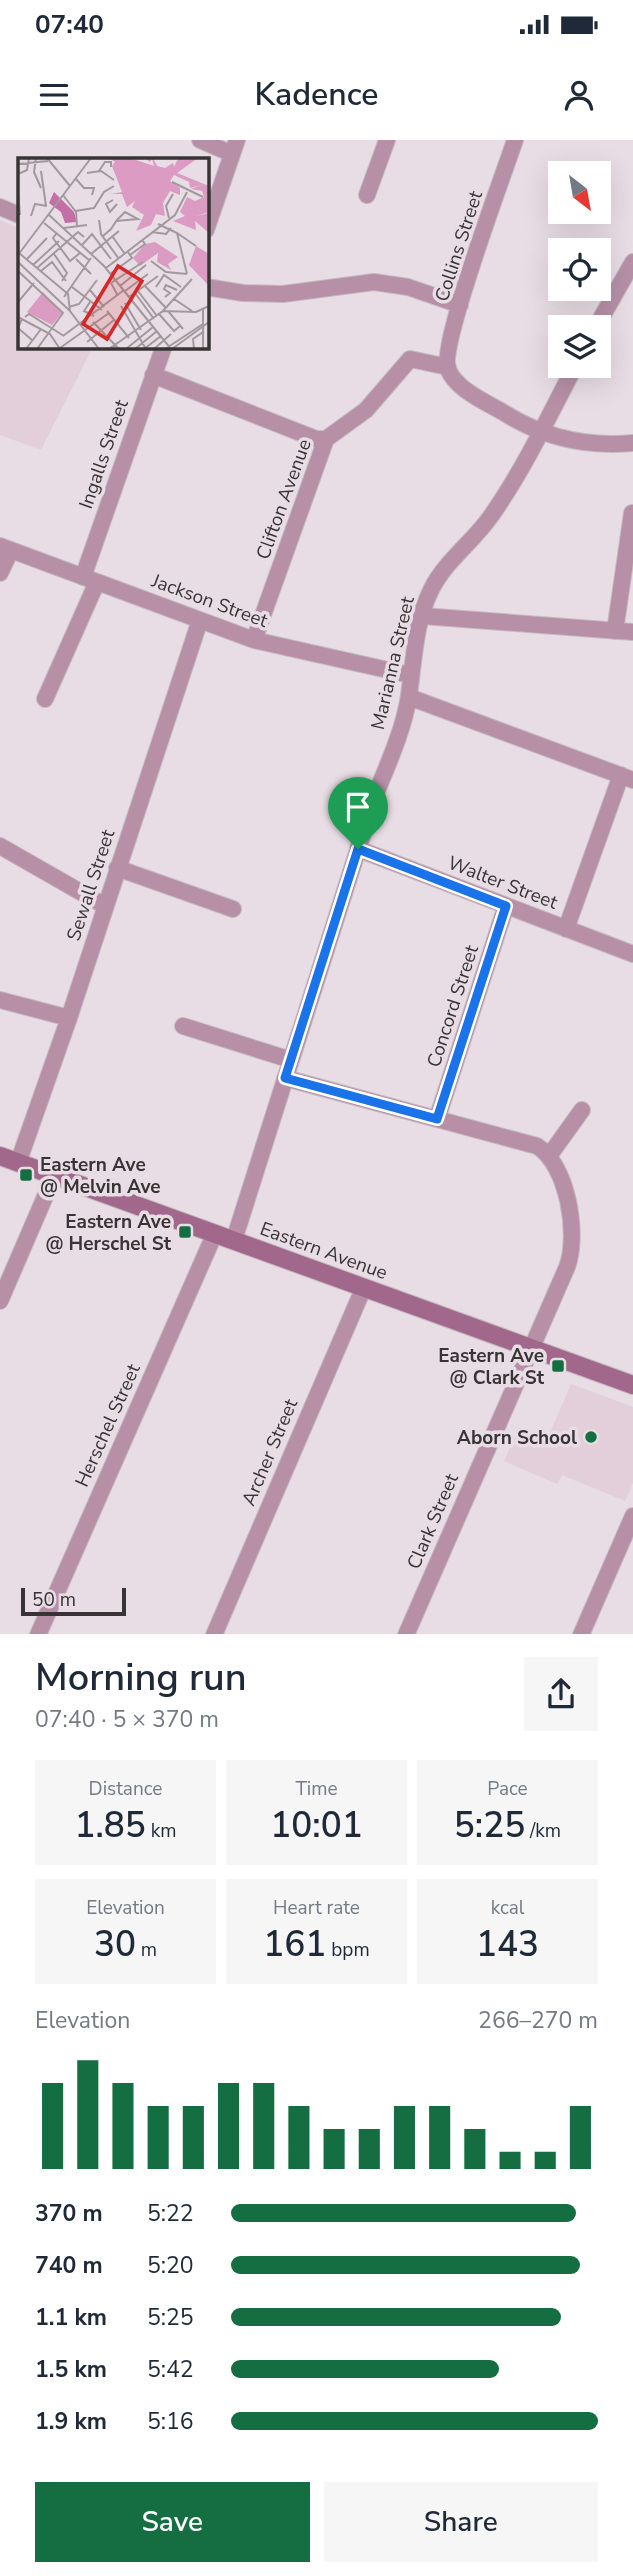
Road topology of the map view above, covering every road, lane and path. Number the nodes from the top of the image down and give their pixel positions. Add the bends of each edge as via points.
1 (200, 140) edge
2 (387, 140) edge
3 (515, 140) edge
4 (234, 147) edge
5 (368, 194) dead end
6 (0, 207) edge
7 (18, 215) edge
8 (208, 224) edge
9 (633, 262) edge
10 (627, 285) edge
11 (208, 287) edge
12 (460, 305) junction
13 (605, 315) edge
14 (163, 348) edge
15 (448, 367) junction
16 (153, 375) junction
17 (569, 378) edge
18 (540, 433) junction
19 (326, 439) junction
20 (633, 443) edge
21 (632, 513) edge
22 (6, 548) edge
23 (0, 573) edge
24 (90, 579) junction
25 (423, 617) junction
26 (200, 620) junction
27 (615, 631) junction
28 (633, 632) edge
29 (254, 640) junction
30 (410, 675) junction
31 (409, 697) junction
32 (45, 699) dead end
33 (627, 778) edge
34 (0, 846) edge
35 (358, 849) junction
36 (117, 868) junction
37 (105, 906) junction
38 (506, 906) junction
39 (233, 909) dead end
40 (566, 929) junction
41 (633, 954) edge
42 (0, 1000) edge
43 (69, 1018) junction
44 (183, 1026) dead end
45 (291, 1060) junction
46 (285, 1078) junction
47 (582, 1110) dead end
48 (437, 1119) junction
49 (0, 1156) edge
50 (549, 1156) junction
51 (18, 1163) junction
52 (54, 1176) junction
53 (215, 1233) junction
54 (234, 1240) junction
55 (364, 1287) junction
56 (0, 1301) edge
57 (530, 1348) junction
58 (633, 1385) edge
59 (633, 1516) edge
60 (38, 1634) edge
61 (214, 1634) edge
62 (406, 1634) edge
63 (581, 1634) edge

1 - 4 street
2 - 5 street
3 - 12 street, Collins Street
4 - 8 street
6 - 7 street
9 - 10 street
10 - 13 street
11 - 12 street via 283,294 373,282 408,287
12 - 15 street, Collins Street
14 - 16 street, Ingalls Street
15 - 18 street via 469,391
15 - 19 street, Clifton Avenue via 410,359 366,410
16 - 19 street
16 - 24 street, Ingalls Street
17 - 18 street, Marianna Street
18 - 20 street via 563,440
18 - 25 street, Marianna Street via 489,519 436,579
19 - 29 street, Clifton Avenue
21 - 27 street
22 - 23 street
22 - 24 street, Jackson Street
24 - 26 street, Jackson Street
24 - 32 street, Ingalls Street
25 - 27 street
25 - 30 street, Marianna Street
26 - 29 street, Jackson Street
26 - 36 street, Sewall Street
27 - 28 street
29 - 30 street, Jackson Street
30 - 31 street, Marianna Street
31 - 33 street
31 - 35 street, Marianna Street
33 - 40 street
34 - 37 street
35 - 38 street, Walter Street
35 - 45 street, Marianna Street
36 - 37 street, Sewall Street
36 - 39 street
37 - 43 street, Sewall Street
38 - 40 street, Walter Street
38 - 48 street, Concord Street
40 - 41 street, Walter Street
42 - 43 street
43 - 51 street, Sewall Street
44 - 45 street
45 - 46 street, Marianna Street
46 - 48 street
46 - 54 street, Marianna Street
47 - 50 street
48 - 50 street via 522,1140
49 - 51 main road, Eastern Avenue
50 - 57 street, Clark Street via 566,1197 574,1235 570,1260
51 - 52 main road, Eastern Avenue
52 - 53 main road, Eastern Avenue
52 - 56 street
53 - 54 main road, Eastern Avenue
53 - 60 street, Herschel Street
54 - 55 main road, Eastern Avenue
55 - 57 main road, Eastern Avenue
55 - 61 street, Archer Street
57 - 58 main road, Eastern Avenue
57 - 62 street, Clark Street
59 - 63 street

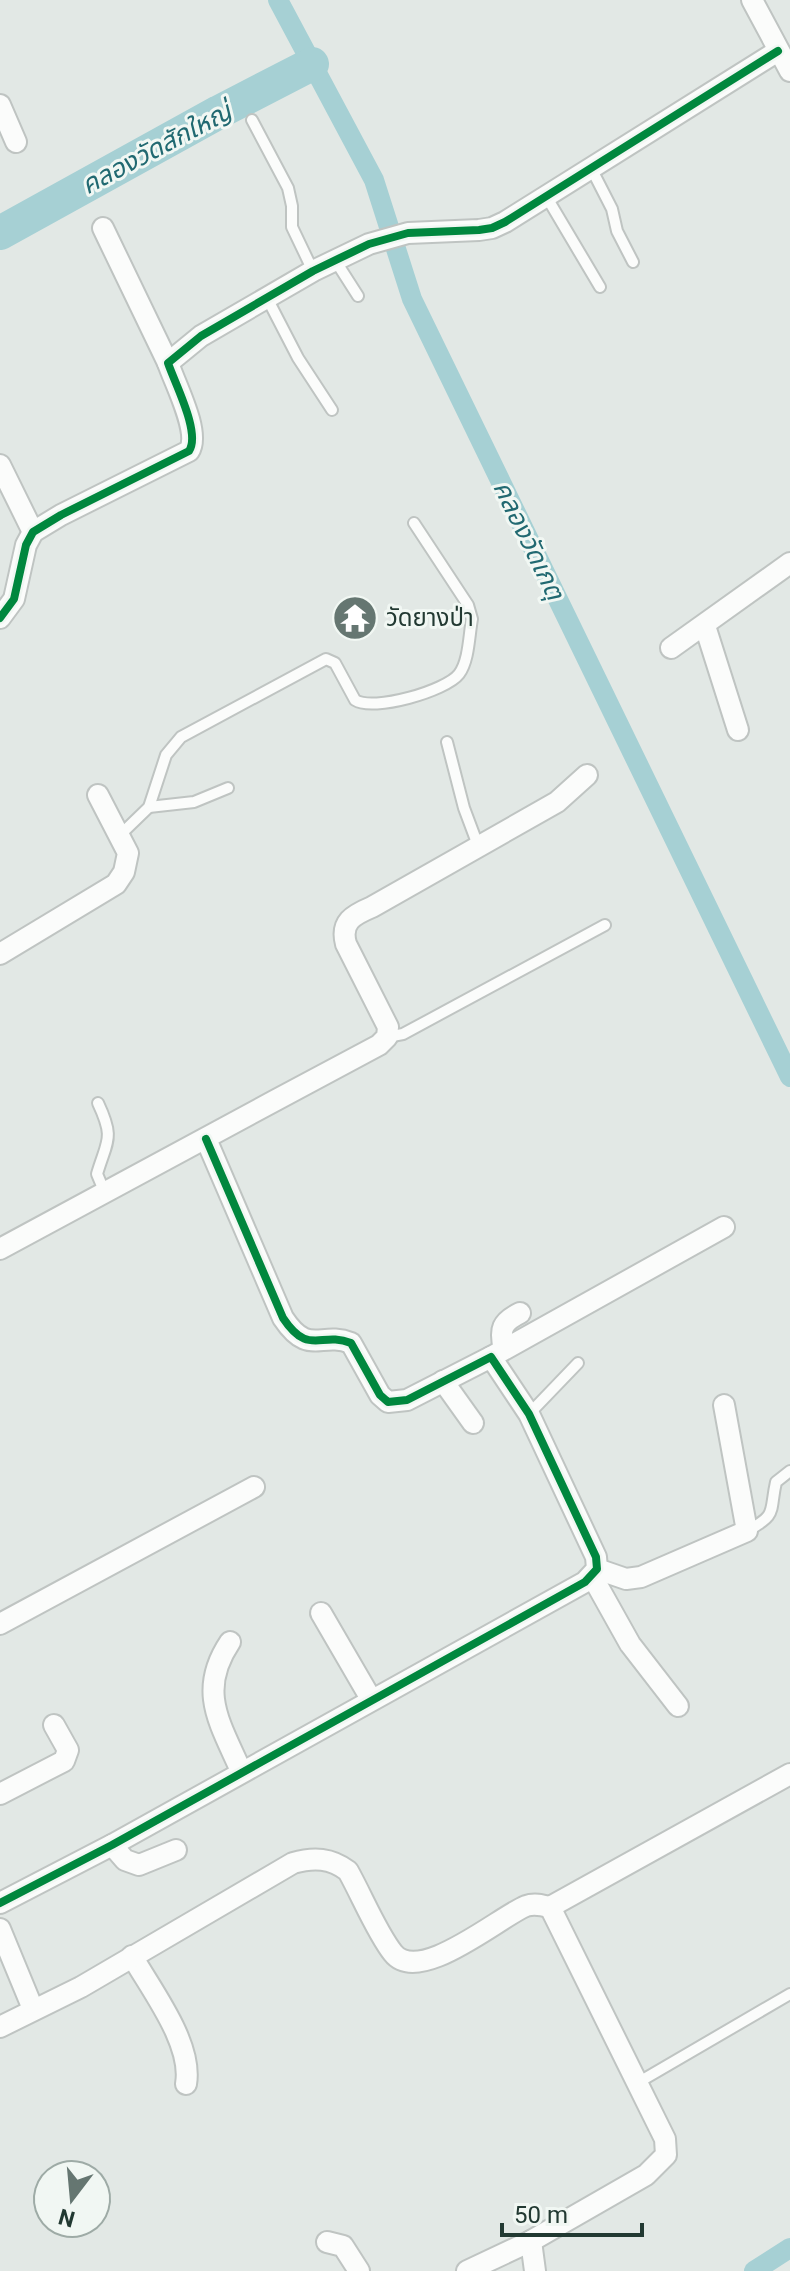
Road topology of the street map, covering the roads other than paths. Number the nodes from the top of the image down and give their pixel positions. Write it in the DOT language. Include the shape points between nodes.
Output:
graph roads {
  1 [pos="752,0"];
  2 [pos="778,51"];
  3 [pos="790,71"];
  4 [pos="0,105"];
  5 [pos="252,120"];
  6 [pos="16,142"];
  7 [pos="591,168"];
  8 [pos="546,196"];
  9 [pos="103,228"];
  10 [pos="335,260"];
  11 [pos="633,262"];
  12 [pos="313,271"];
  13 [pos="600,287"];
  14 [pos="358,296"];
  15 [pos="267,298"];
  16 [pos="168,363"];
  17 [pos="332,410"];
  18 [pos="0,465"];
  19 [pos="414,523"];
  20 [pos="33,532"];
  21 [pos="790,563"];
  22 [pos="0,618"];
  23 [pos="705,626"];
  24 [pos="671,648"];
  25 [pos="738,730"];
  26 [pos="447,742"];
  27 [pos="587,775"];
  28 [pos="228,788"];
  29 [pos="98,795"];
  30 [pos="149,807"];
  31 [pos="119,836"];
  32 [pos="479,848"];
  33 [pos="605,925"];
  34 [pos="0,954"];
  35 [pos="387,1037"];
  36 [pos="98,1103"];
  37 [pos="206,1139"];
  38 [pos="105,1193"];
  39 [pos="724,1227"];
  40 [pos="0,1249"];
  41 [pos="520,1313"];
  42 [pos="498,1353"];
  43 [pos="578,1363"];
  44 [pos="443,1381"];
  45 [pos="724,1405"];
  46 [pos="529,1414"];
  47 [pos="473,1423"];
  48 [pos="790,1471"];
  49 [pos="254,1487"];
  50 [pos="747,1531"];
  51 [pos="594,1572"];
  52 [pos="321,1613"];
  53 [pos="0,1624"];
  54 [pos="230,1642"];
  55 [pos="371,1699"];
  56 [pos="678,1706"];
  57 [pos="54,1725"];
  58 [pos="241,1771"];
  59 [pos="790,1774"];
  60 [pos="0,1794"];
  61 [pos="112,1845"];
  62 [pos="176,1850"];
  63 [pos="0,1903"];
  64 [pos="550,1907"];
  65 [pos="2,1939"];
  66 [pos="132,1956"];
  67 [pos="790,1994"];
  68 [pos="33,2009"];
  69 [pos="0,2027"];
  70 [pos="639,2082"];
  71 [pos="186,2084"];
  72 [pos="531,2241"];
  73 [pos="327,2242"];
  74 [pos="359,2271"];
  75 [pos="467,2271"];
  76 [pos="535,2271"];
  1 -- 2 [label="street"];
  2 -- 3 [label="street"];
  2 -- 7 [label="street"];
  4 -- 6 [label="street"];
  5 -- 12 [label="lane" via="288,188 292,227"];
  7 -- 8 [label="street"];
  7 -- 11 [label="lane"];
  8 -- 10 [label="street" via="492,228 408,233"];
  8 -- 13 [label="lane"];
  9 -- 16 [label="street"];
  10 -- 12 [label="street"];
  10 -- 14 [label="lane"];
  12 -- 15 [label="street"];
  15 -- 16 [label="street" via="201,336"];
  15 -- 17 [label="lane"];
  16 -- 20 [label="street" via="192,431 189,451"];
  18 -- 20 [label="street"];
  19 -- 30 [label="lane" via="471,612 459,674 448,683 367,705 355,700 335,663 326,659 181,737 166,755"];
  20 -- 22 [label="street" via="14,599"];
  21 -- 23 [label="street"];
  23 -- 24 [label="street"];
  23 -- 25 [label="street"];
  26 -- 32 [label="lane"];
  27 -- 32 [label="street" via="557,802"];
  28 -- 30 [label="lane" via="194,802"];
  29 -- 31 [label="street"];
  30 -- 31 [label="lane"];
  31 -- 34 [label="street" via="128,862 116,884"];
  32 -- 35 [label="street" via="347,922 346,944 388,1027"];
  33 -- 35 [label="lane" via="403,1034"];
  35 -- 37 [label="street"];
  36 -- 38 [label="lane" via="109,1132 97,1174"];
  37 -- 38 [label="street"];
  37 -- 44 [label="street" via="294,1334 319,1342 351,1343 388,1402 407,1400"];
  38 -- 40 [label="street"];
  39 -- 42 [label="street"];
  41 -- 42 [label="street" via="502,1325"];
  42 -- 44 [label="street"];
  42 -- 46 [label="street"];
  43 -- 46 [label="lane"];
  44 -- 47 [label="street"];
  45 -- 50 [label="street"];
  46 -- 51 [label="street" via="591,1545"];
  48 -- 50 [label="lane" via="776,1482 771,1515"];
  49 -- 53 [label="street"];
  50 -- 51 [label="street" via="641,1577"];
  51 -- 55 [label="street"];
  51 -- 56 [label="street" via="630,1644"];
  52 -- 55 [label="street"];
  54 -- 58 [label="street" via="214,1674 212,1700"];
  55 -- 58 [label="street"];
  57 -- 60 [label="street" via="68,1750 64,1761"];
  58 -- 61 [label="street"];
  59 -- 64 [label="street"];
  61 -- 62 [label="street" via="125,1860 139,1865"];
  61 -- 63 [label="street"];
  64 -- 66 [label="street" via="527,1905 448,1952 409,1962 394,1955 348,1871 336,1862 306,1859"];
  64 -- 70 [label="street"];
  65 -- 68 [label="street"];
  66 -- 68 [label="street"];
  66 -- 71 [label="street" via="181,2045"];
  67 -- 70 [label="lane"];
  68 -- 69 [label="street"];
  70 -- 72 [label="street" via="665,2139 666,2155 646,2175"];
  72 -- 75 [label="street"];
  72 -- 76 [label="street"];
  73 -- 74 [label="street" via="343,2246"];
}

Task description
Check every line of the records above for the string "their". Copy those that hold it.

Final answer
Road topology of the map view above, covering every road, lane and path. Number the nodes from the top of the image down and give their pixel positions. Add the bends of each edge as via points.
Road topology of the street map, covering the roads other than paths. Number the nodes from the top of the image down and give their pixel positions. Write it in the DOT language. Include the shape points between nodes.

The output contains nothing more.